Re: The RIAA and lawsuits, it's hard to feel bad
People have been playing music for thousands of years; see for example these Chinese flutes, 9000 years old, made of hollow bird bone, or this Neandertal cave bear bone flute, between 43,000 and 82,000 years old, which though incomplete, has holes that match with 'Mi Fa Sol La' (see article).
Point is, though, that people do not need the incentive of fame and fortune to make music; they would do it anyway, it being a deep human function; all the excuses the RIAA gives for needing to perpetuate commercial monopoly are bull.
See also this great article, Against Intellectual Property.

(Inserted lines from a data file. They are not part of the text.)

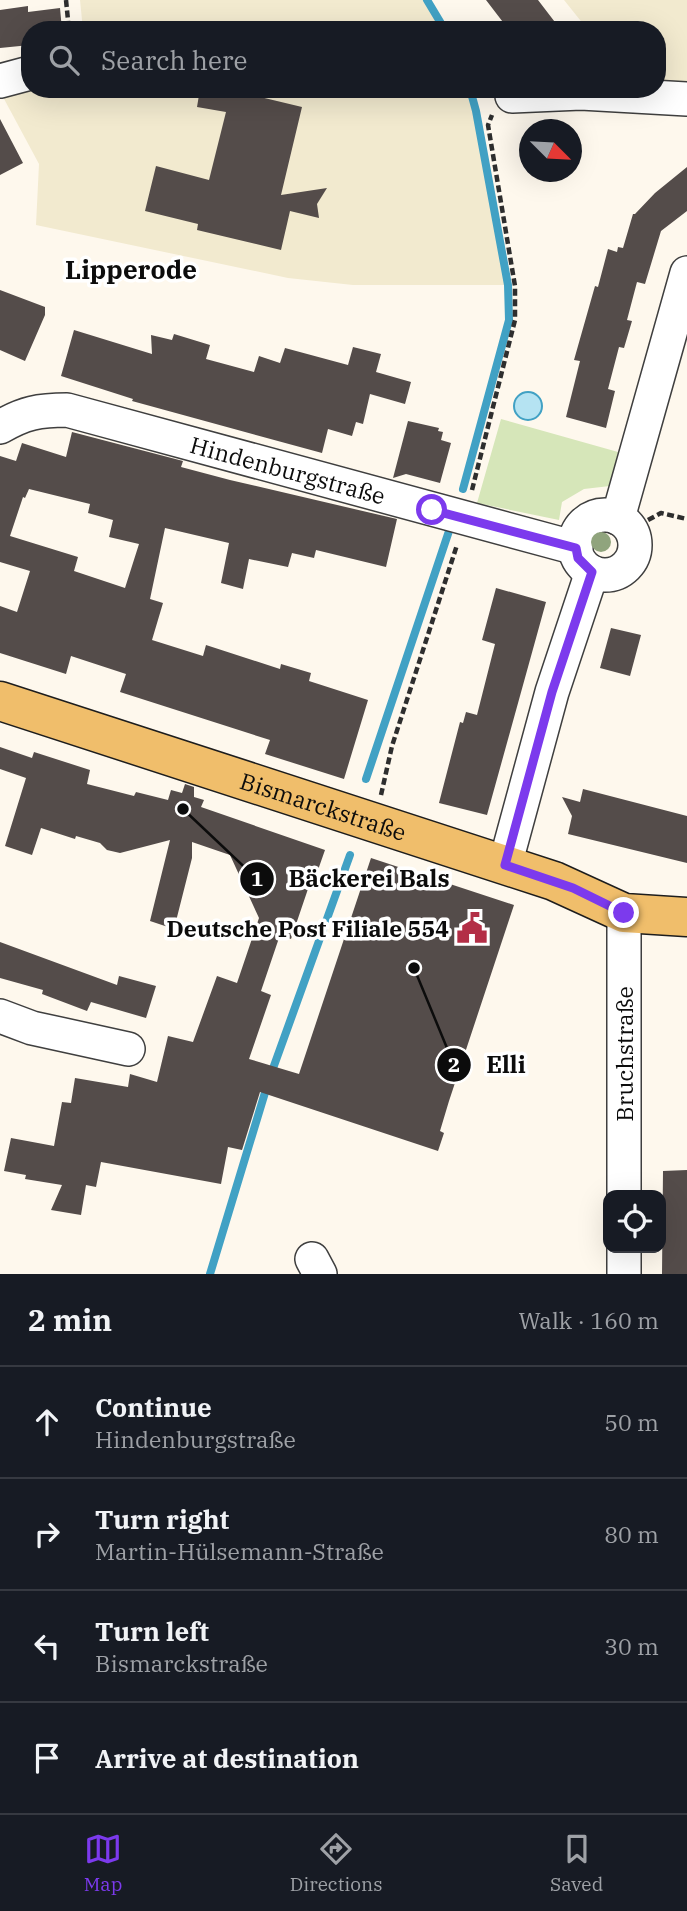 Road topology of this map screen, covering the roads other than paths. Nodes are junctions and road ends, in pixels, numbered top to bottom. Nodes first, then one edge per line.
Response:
1 (21, 75) edge
2 (0, 81) edge
3 (666, 98) edge
4 (687, 99) edge
5 (687, 273) edge
6 (0, 427) edge
7 (624, 524) junction
8 (584, 560) junction
9 (0, 701) edge
10 (505, 865) junction
11 (624, 913) junction
12 (687, 918) edge
13 (0, 1016) edge
14 (128, 1049) dead end
15 (624, 1190) edge
16 (624, 1253) edge
17 (624, 1274) edge

1 - 2 street
3 - 4 street
5 - 7 street
6 - 8 street, Hindenburgstraße
7 - 8 street
7 - 8 street
8 - 10 street
9 - 10 main road, Bismarckstraße
10 - 11 main road, Bismarckstraße
11 - 12 main road, Bismarckstraße
11 - 15 street, Bruchstraße
13 - 14 street
16 - 17 street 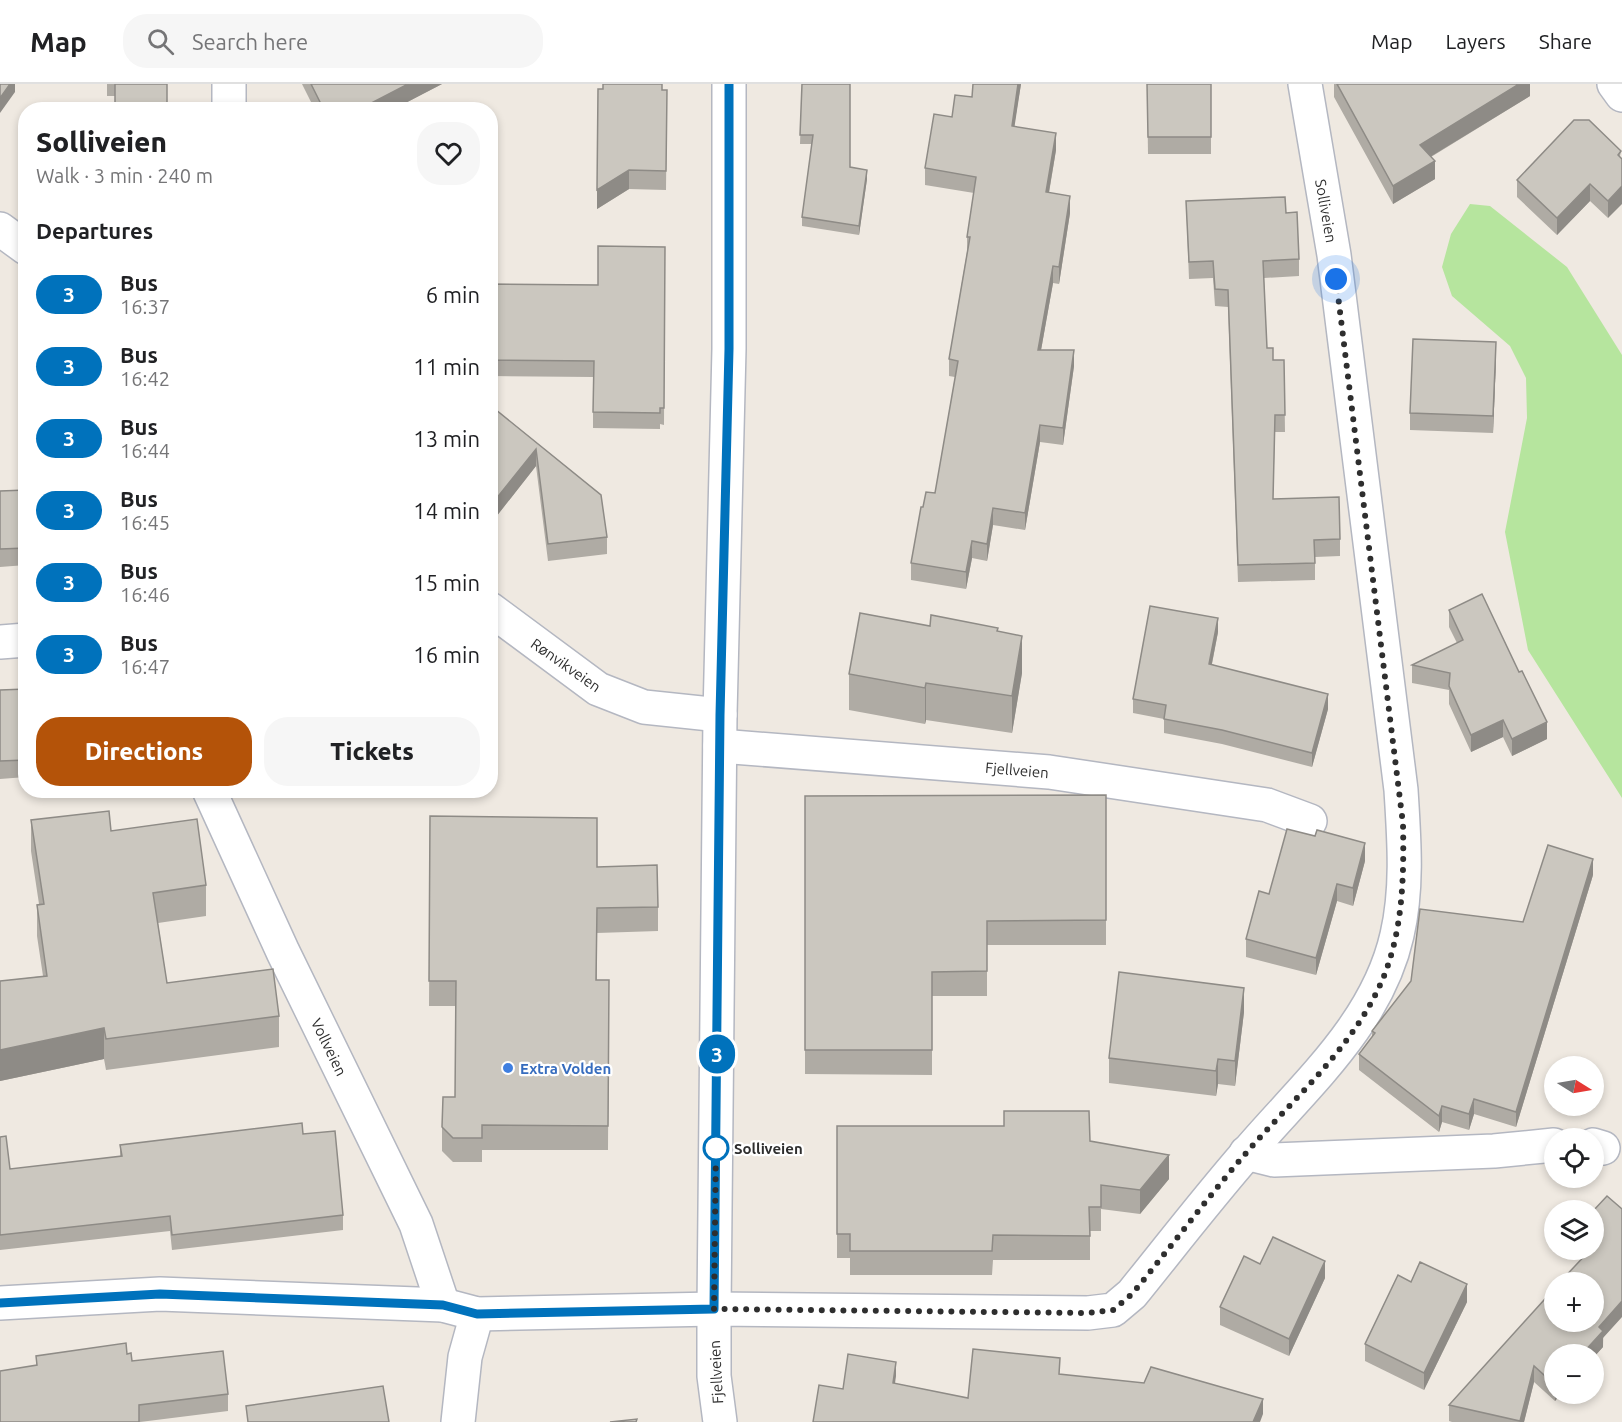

Let me quote three paras from the article:
" Getting rid of intellectual property would reduce the incomes of a few highly successful creative individuals, such as author Agatha Christie, composer Andrew Lloyd Webber and filmmaker Steven Spielberg. Publishers could reprint Christie's novels without permission, theatre companies could put on Webber's operas whenever they wished and Spielberg's films could be copied and screened anywhere. Jurassic Park and Lost World T-shirts, toys and trinkets could be produced at will. This would reduce the income of and, to some extent, the opportunities for artistic expression by these individuals. But there would be economic resources released: there would be more money available for other creators. Christie, Webber and Spielberg might be just as popular without intellectual property to channel money to them and their family enterprises.
The typical creative intellectual is actually worse off due to intellectual property. Consider an author who brings in a few hundred or even a few thousand dollars of royalty income per year. This is a tangible income, which creators value for its monetary and symbolic value. But this should be weighed against payments of royalties and monopoly profits when buying books, magazines, CDs and computer software.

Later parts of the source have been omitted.